Thermally Stable Pyrolytic Biocarbon as an Effective and Sustainable Reinforcing Filler for Polyamide Bio-composites Fabrication

  • Emmanuel O. Ogunsona
  • Amandine Codou
  • Manjusri Misra
  • Amar K. Mohanty
Original Paper

Abstract

Natural fibers are limited in their use as reinforcement to commodity polymers. They cannot be used to reinforce engineering polymers due to their low thermal stability at high processing temperatures. This study presents an approach to successfully reinforce polyamides using a derivative of natural fibers as reinforcement without the effects of thermal degradation during melt processing. Biocarbon from miscanthus fibers was used to reinforce polyamide 6 up to 40 wt%. At 40 wt% filler content, the tensile and flexural strengths increased by 19.6 and 47% respectively in comparison to the neat polyamide. The moduli were also increased by 31.5 and 63.7% respectively. A maximum increase in impact strength of 43.7% was achieved at 20 wt% biocarbon loading. The morphology of the tensile fractured samples showed stretched polyamide ligaments attached to the biocarbon particles, indicating the presence of interaction between filler and matrix. Interestingly, more bonded interfaces were observed between the polyamide and biocarbon particles with increasing biocarbon content possibly stemming from increased biocarbon surfaces with functional groups.

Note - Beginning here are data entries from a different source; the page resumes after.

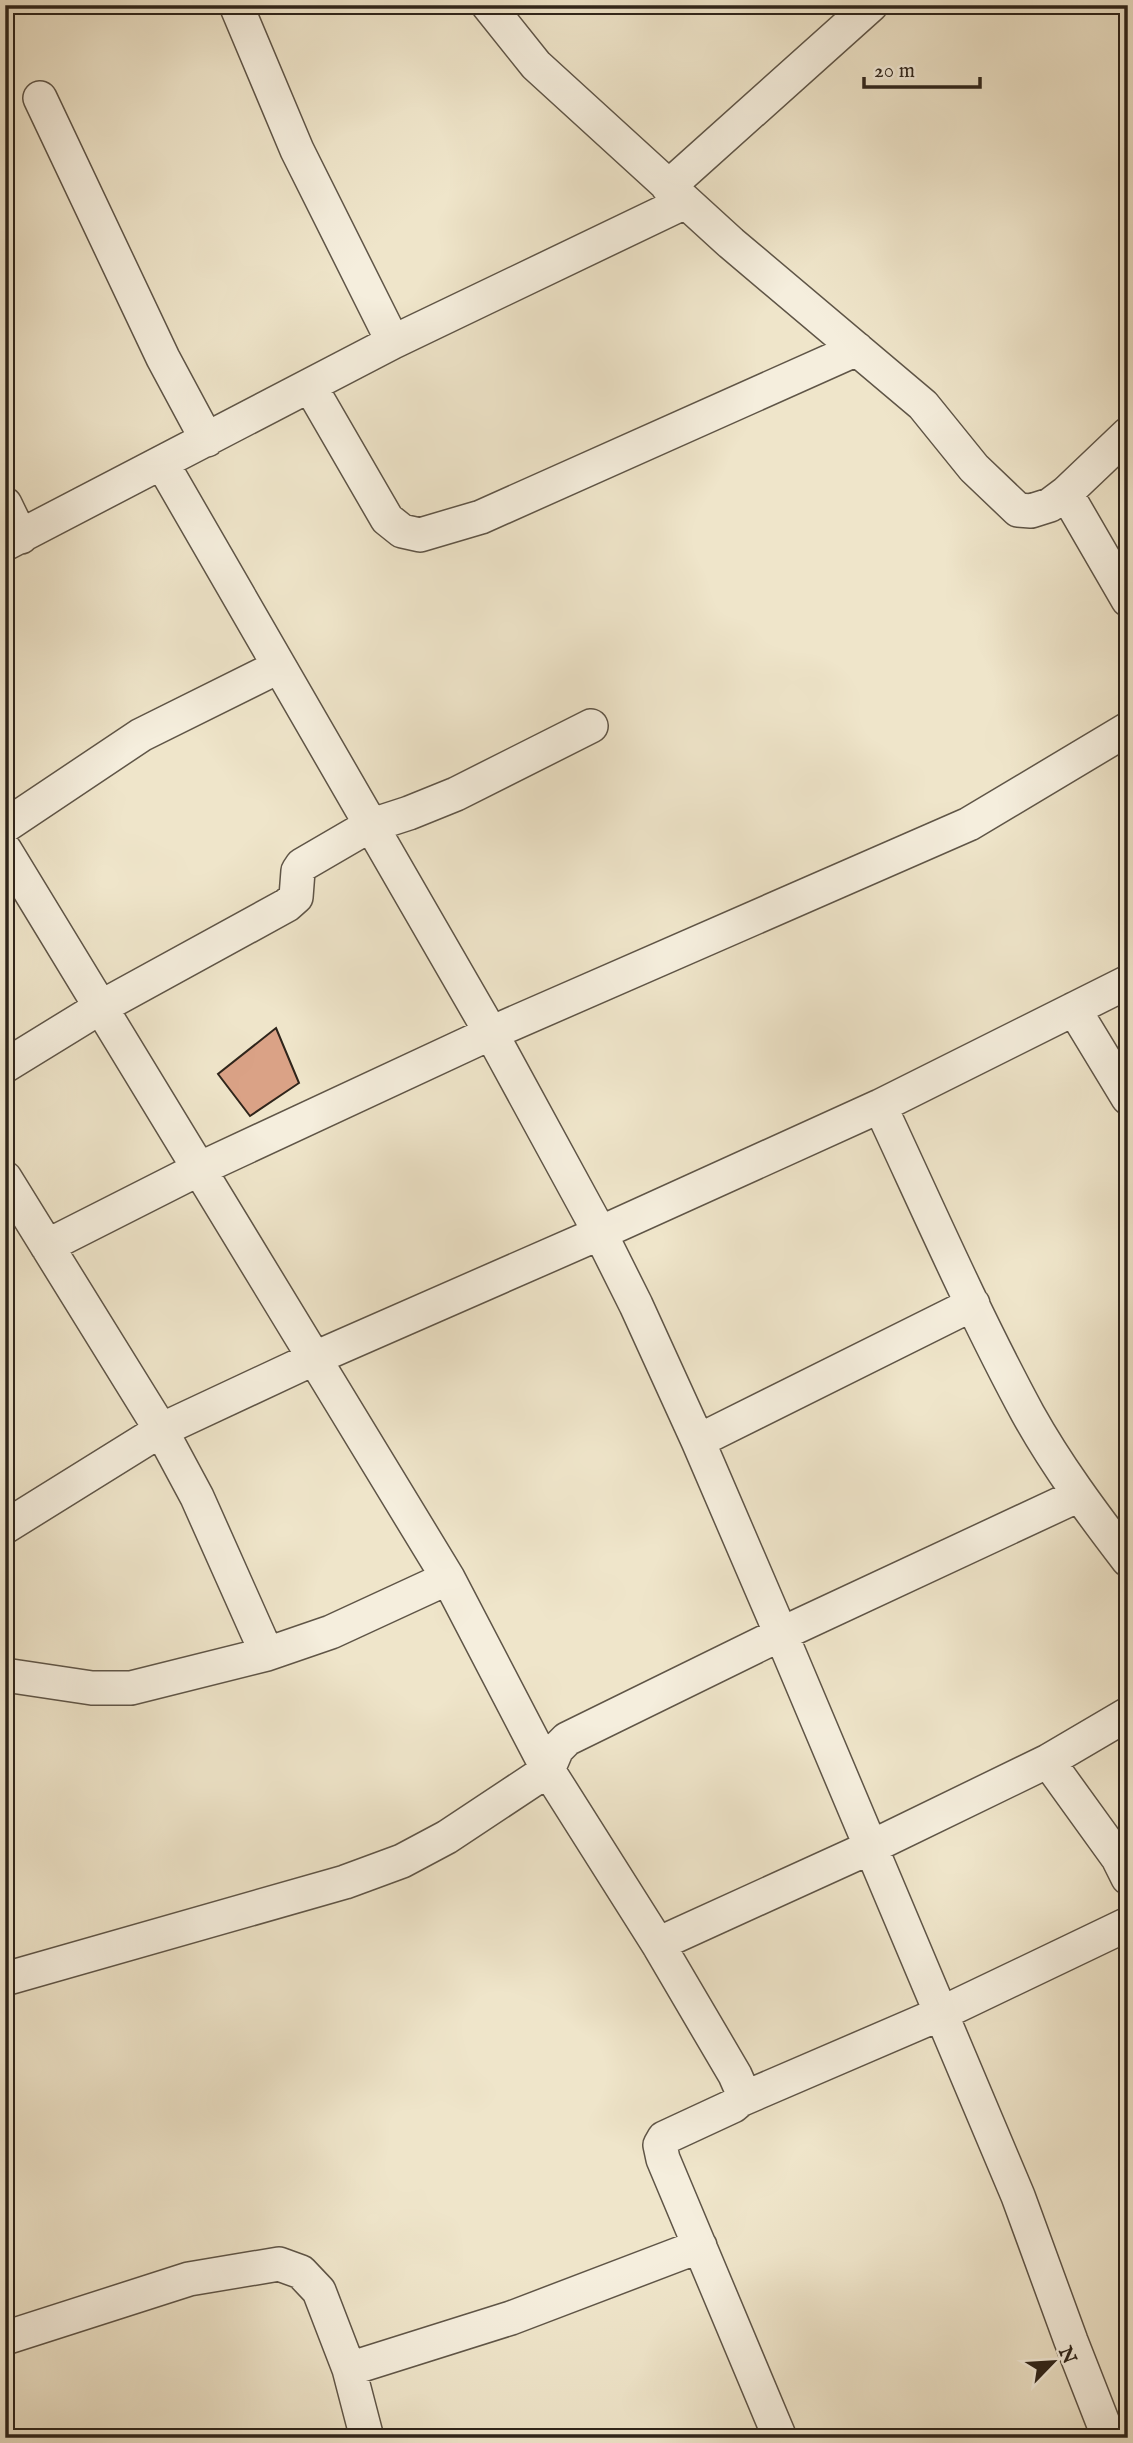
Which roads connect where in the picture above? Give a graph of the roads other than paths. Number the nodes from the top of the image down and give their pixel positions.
1 (236, 5) edge
2 (488, 5) edge
3 (871, 5) edge
4 (40, 97) dead end
5 (676, 194) junction
6 (393, 342) junction
7 (858, 349) junction
8 (310, 386) junction
9 (1128, 434) edge
10 (206, 440) junction
11 (162, 463) junction
12 (1066, 494) junction
13 (5, 504) edge
14 (13, 540) edge
15 (1128, 600) edge
16 (278, 667) junction
17 (591, 726) dead end
18 (1128, 729) edge
19 (5, 826) edge
20 (369, 826) junction
21 (5, 850) edge
22 (1128, 982) edge
23 (101, 1007) junction
24 (1074, 1009) junction
25 (491, 1033) junction
26 (5, 1066) edge
27 (1128, 1098) edge
28 (880, 1105) junction
29 (199, 1169) junction
30 (5, 1178) edge
31 (600, 1233) junction
32 (47, 1246) junction
33 (973, 1304) junction
34 (315, 1358) junction
35 (160, 1430) junction
36 (698, 1441) junction
37 (1079, 1495) junction
38 (5, 1527) edge
39 (1128, 1560) edge
40 (448, 1578) junction
41 (781, 1634) junction
42 (267, 1654) junction
43 (5, 1675) edge
44 (1128, 1714) edge
45 (1048, 1761) junction
46 (548, 1770) junction
47 (872, 1847) junction
48 (1128, 1878) edge
49 (1128, 1924) edge
50 (658, 1944) junction
51 (5, 1979) edge
52 (942, 2013) junction
53 (740, 2100) junction
54 (700, 2246) junction
55 (5, 2338) edge
56 (349, 2368) junction
57 (367, 2438) edge
58 (780, 2438) edge
59 (1109, 2438) edge

1 - 6 street
2 - 5 street
3 - 5 street
4 - 10 street
5 - 6 street
5 - 7 street
6 - 8 street
7 - 8 street
7 - 12 street
8 - 10 street
9 - 12 street
10 - 11 street
11 - 14 street
11 - 16 street
12 - 15 street
13 - 14 street
16 - 19 street
16 - 20 street
17 - 20 street
18 - 25 street
20 - 23 street
20 - 25 street
21 - 23 street
22 - 24 street
23 - 26 street
23 - 29 street
24 - 27 street
24 - 28 street
25 - 29 street
25 - 31 street
28 - 31 street
28 - 33 street
29 - 32 street
29 - 34 street
30 - 32 street
31 - 34 street
31 - 36 street
32 - 35 street
33 - 36 street
33 - 37 street
34 - 35 street
34 - 40 street
35 - 38 street
35 - 42 street
36 - 41 street
37 - 39 street
37 - 41 street
40 - 42 street
40 - 46 street
41 - 46 street
41 - 47 street
42 - 43 street
44 - 45 street
45 - 47 street
45 - 48 street
46 - 50 street
46 - 51 street
47 - 50 street
47 - 52 street
49 - 52 street
50 - 53 street
52 - 53 street
52 - 59 street
53 - 54 street
54 - 56 street
54 - 58 street
55 - 56 street
56 - 57 street

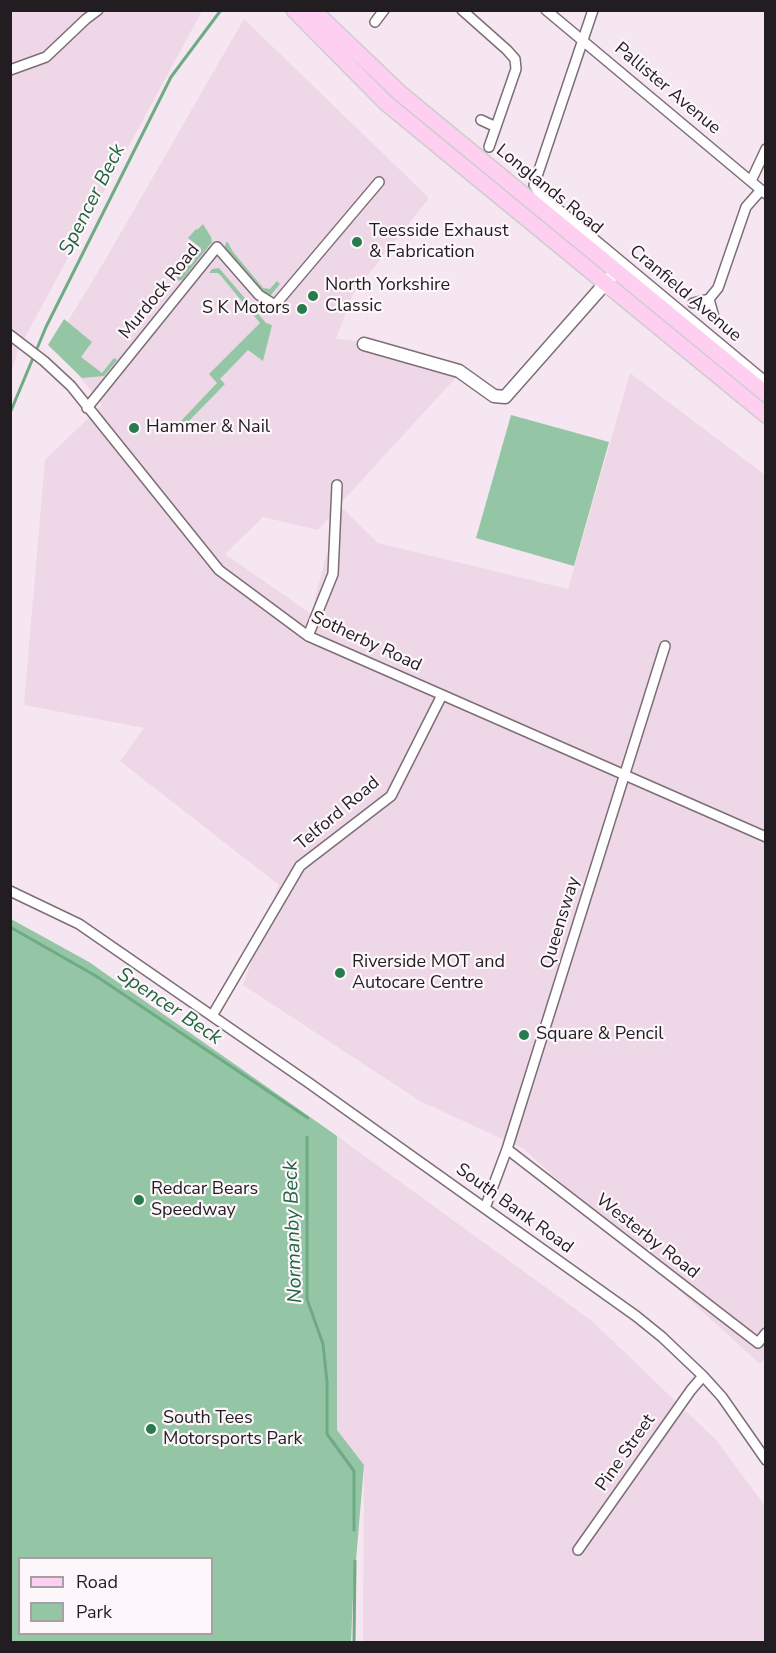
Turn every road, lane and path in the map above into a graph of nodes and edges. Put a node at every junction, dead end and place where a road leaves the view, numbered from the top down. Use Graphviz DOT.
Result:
graph roads {
  1 [pos="98,10"];
  2 [pos="294,10"];
  3 [pos="313,10"];
  4 [pos="384,10"];
  5 [pos="462,10"];
  6 [pos="546,10"];
  7 [pos="593,10"];
  8 [pos="375,22"];
  9 [pos="583,41"];
  10 [pos="10,70"];
  11 [pos="481,120"];
  12 [pos="496,127"];
  13 [pos="489,147"];
  14 [pos="765,149"];
  15 [pos="379,182"];
  16 [pos="751,182"];
  17 [pos="763,191"];
  18 [pos="617,270"];
  19 [pos="606,283"];
  20 [pos="710,299"];
  21 [pos="693,303"];
  22 [pos="714,317"];
  23 [pos="10,335"];
  24 [pos="364,344"];
  25 [pos="765,382"];
  26 [pos="765,394"];
  27 [pos="87,408"];
  28 [pos="765,415"];
  29 [pos="337,485"];
  30 [pos="308,636"];
  31 [pos="665,646"];
  32 [pos="442,695"];
  33 [pos="625,774"];
  34 [pos="765,837"];
  35 [pos="10,891"];
  36 [pos="212,1016"];
  37 [pos="507,1149"];
  38 [pos="485,1208"];
  39 [pos="765,1333"];
  40 [pos="703,1376"];
  41 [pos="765,1460"];
  42 [pos="578,1550"];
  1 -- 10 [label="street"];
  2 -- 19 [label="main road, Longlands Road"];
  3 -- 18 [label="main road, Longlands Road"];
  4 -- 8 [label="street"];
  5 -- 12 [label="street"];
  6 -- 9 [label="street, Pallister Avenue"];
  7 -- 9 [label="street, Cranfield Avenue"];
  9 -- 16 [label="street, Pallister Avenue"];
  9 -- 25 [label="street, Cranfield Avenue"];
  11 -- 12 [label="street"];
  12 -- 13 [label="street"];
  14 -- 16 [label="street"];
  15 -- 27 [label="street, Murdock Road"];
  16 -- 17 [label="street, Pallister Avenue"];
  17 -- 20 [label="street"];
  18 -- 19 [label="street"];
  18 -- 26 [label="main road, Longlands Road"];
  19 -- 24 [label="street"];
  19 -- 28 [label="main road, Longlands Road"];
  20 -- 21 [label="street"];
  20 -- 22 [label="street"];
  23 -- 27 [label="street, Sotherby Road"];
  27 -- 30 [label="street, Sotherby Road"];
  29 -- 30 [label="street"];
  30 -- 32 [label="street, Sotherby Road"];
  31 -- 33 [label="street, Queensway"];
  32 -- 33 [label="street, Sotherby Road"];
  32 -- 36 [label="street, Telford Road"];
  33 -- 34 [label="street, Sotherby Road"];
  33 -- 37 [label="street, Queensway"];
  35 -- 36 [label="street, South Bank Road"];
  36 -- 38 [label="street, South Bank Road"];
  37 -- 38 [label="street, Queensway"];
  37 -- 39 [label="street, Westerby Road"];
  38 -- 40 [label="street, South Bank Road"];
  40 -- 41 [label="street, South Bank Road"];
  40 -- 42 [label="street, Pine Street"];
}
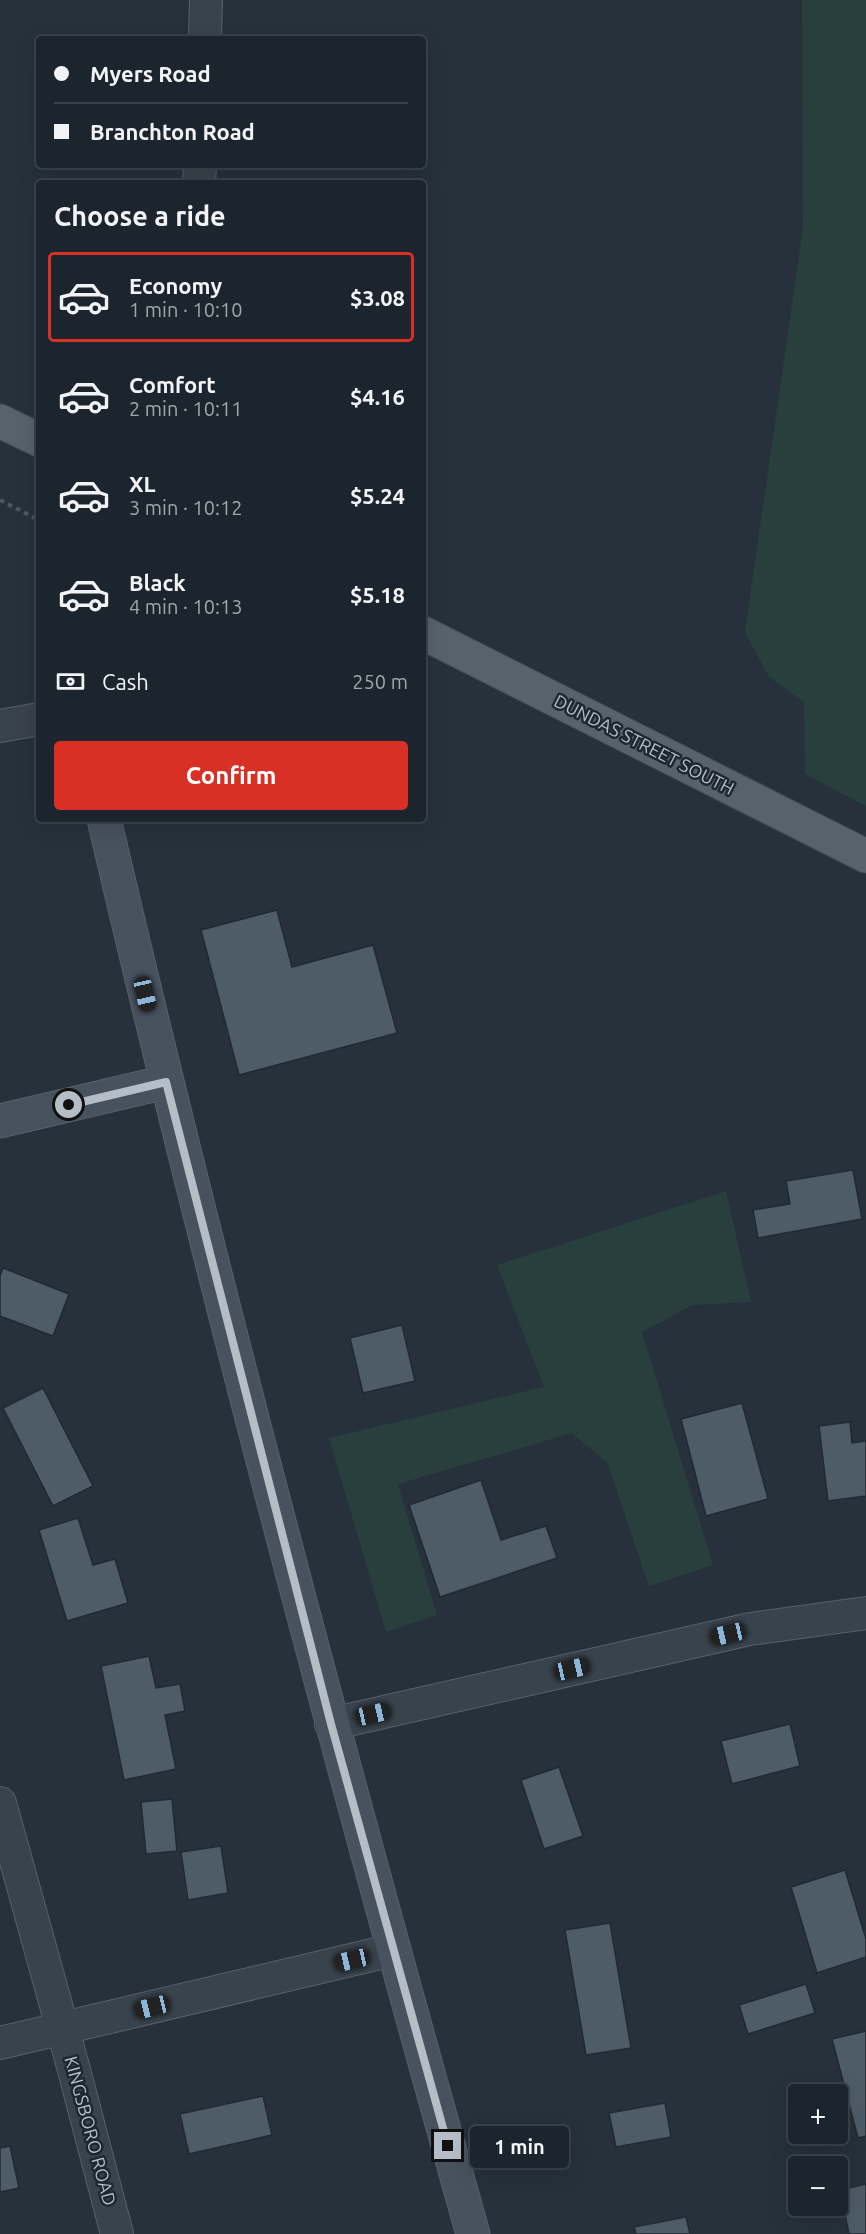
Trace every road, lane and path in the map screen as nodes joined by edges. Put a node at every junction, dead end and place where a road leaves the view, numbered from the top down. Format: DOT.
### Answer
graph roads {
  1 [pos="206,0"];
  2 [pos="205,36"];
  3 [pos="0,421"];
  4 [pos="36,439"];
  5 [pos="0,500"];
  6 [pos="36,518"];
  7 [pos="426,635"];
  8 [pos="36,720"];
  9 [pos="0,726"];
  10 [pos="105,822"];
  11 [pos="866,856"];
  12 [pos="166,1082"];
  13 [pos="0,1121"];
  14 [pos="866,1612"];
  15 [pos="331,1724"];
  16 [pos="0,1803"];
  17 [pos="393,1950"];
  18 [pos="63,2029"];
  19 [pos="0,2043"];
  20 [pos="117,2234"];
  21 [pos="473,2234"];
  1 -- 2 [label="street"];
  3 -- 4 [label="main road"];
  5 -- 6 [label="path"];
  7 -- 11 [label="main road, DUNDAS STREET SOUTH"];
  8 -- 9 [label="street"];
  10 -- 12 [label="main road"];
  12 -- 13 [label="main road"];
  12 -- 15 [label="main road"];
  14 -- 15 [label="street"];
  15 -- 17 [label="main road"];
  16 -- 18 [label="street, KINGSBORO ROAD"];
  17 -- 18 [label="street"];
  17 -- 21 [label="main road"];
  18 -- 19 [label="street"];
  18 -- 20 [label="street, KINGSBORO ROAD"];
}
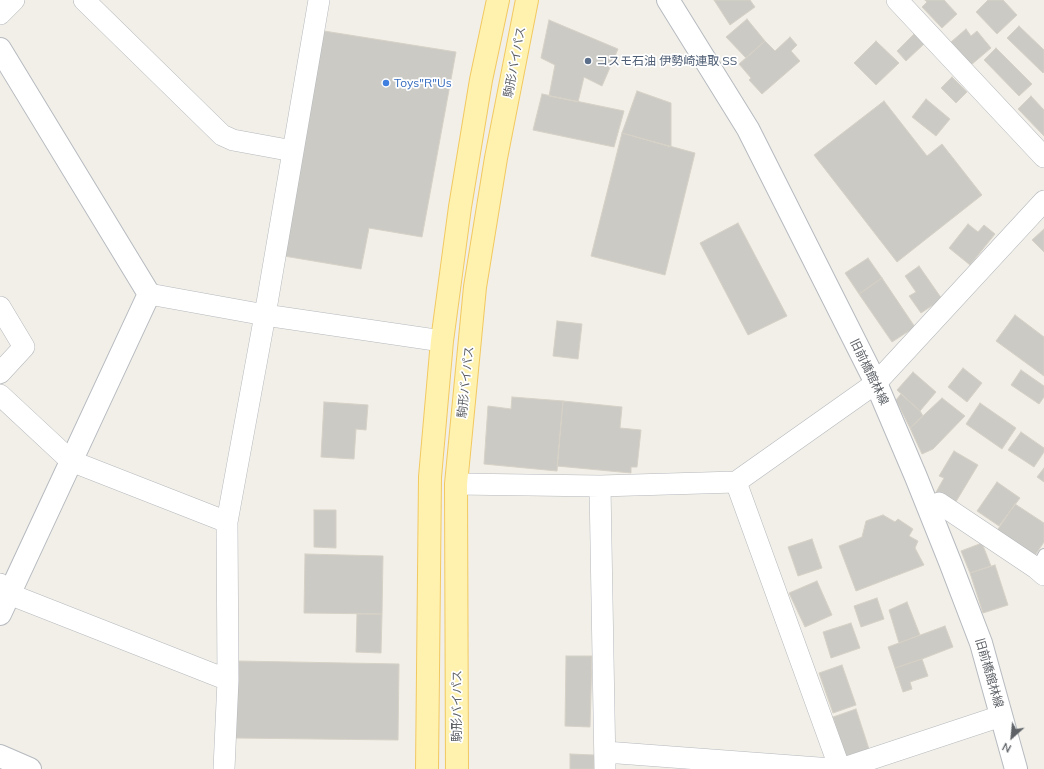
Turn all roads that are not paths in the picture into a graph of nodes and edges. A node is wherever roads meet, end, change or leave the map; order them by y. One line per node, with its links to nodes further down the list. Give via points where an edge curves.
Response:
1 (14, 0): 8 (street)
2 (84, 0): 10 (street, via 222,135 233,140)
3 (319, 0): 10 (street)
4 (498, 0): 16 (main road, via 481,80 460,207)
5 (527, 0): 22 (main road, 駒形バイパス, via 496,158 475,287)
6 (668, 0): 18 (street, 旧前橋館林線, via 748,129)
7 (897, 0): 11 (street)
8 (0, 14)
9 (0, 49): 13 (street)
10 (293, 151): 15 (street)
11 (1044, 157)
12 (1044, 201): 18 (street)
13 (149, 294): 15 (street); 20 (street)
14 (0, 307): 17 (street, via 24,348)
15 (265, 315): 16 (street); 25 (street)
16 (442, 341): 35 (main road, via 430,476)
17 (0, 373)
18 (876, 383): 21 (street); 24 (street, 旧前橋館林線)
19 (0, 395): 20 (street)
20 (71, 461): 25 (street); 27 (street)
21 (736, 482): 23 (street); 38 (street)
22 (456, 484): 23 (street); 36 (main road, 駒形バイパス)
23 (600, 486): 32 (street)
24 (928, 507): 26 (street, via 939,503); 30 (street, 旧前橋館林線, via 981,643)
25 (227, 522): 29 (street)
26 (1041, 566)
27 (5, 589): 28 (street); 29 (street)
28 (0, 614)
29 (228, 680): 34 (street)
30 (1001, 716): 38 (street); 39 (street, 旧前橋館林線)
31 (0, 756): 33 (street)
32 (605, 760): 37 (street)
33 (30, 769)
34 (224, 769)
35 (427, 769)
36 (457, 769)
37 (832, 769)
38 (840, 769)
39 (1016, 769)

These composites show great potential to substitute in part or whole, some particulate filled polyamides currently used in the automotive industry.

Keywords

Polyamide Biocarbon Polymer composites Reinforcements Bio-composites 

Notes

Acknowledgements

The authors acknowledge the financial support by the Ontario Ministry of Agriculture, Food and Rural Affairs (OMAFRA) – University of Guelph Product Development and Enhancement through Value Chains Research Theme (Project # 200399, 200388, 200245), The Natural Sciences and Engineering Research Council (NSERC), Canada Discovery grant (Project # 400322) and Ontario Research Fund, Research Excellence Program; Round-7 (ORF-RE07) from the Ontario Ministry of Research and Innovation, currently known as the Ontario Ministry of Research, Innovation and Science (MRIS) (Project # 052644 and # 052665).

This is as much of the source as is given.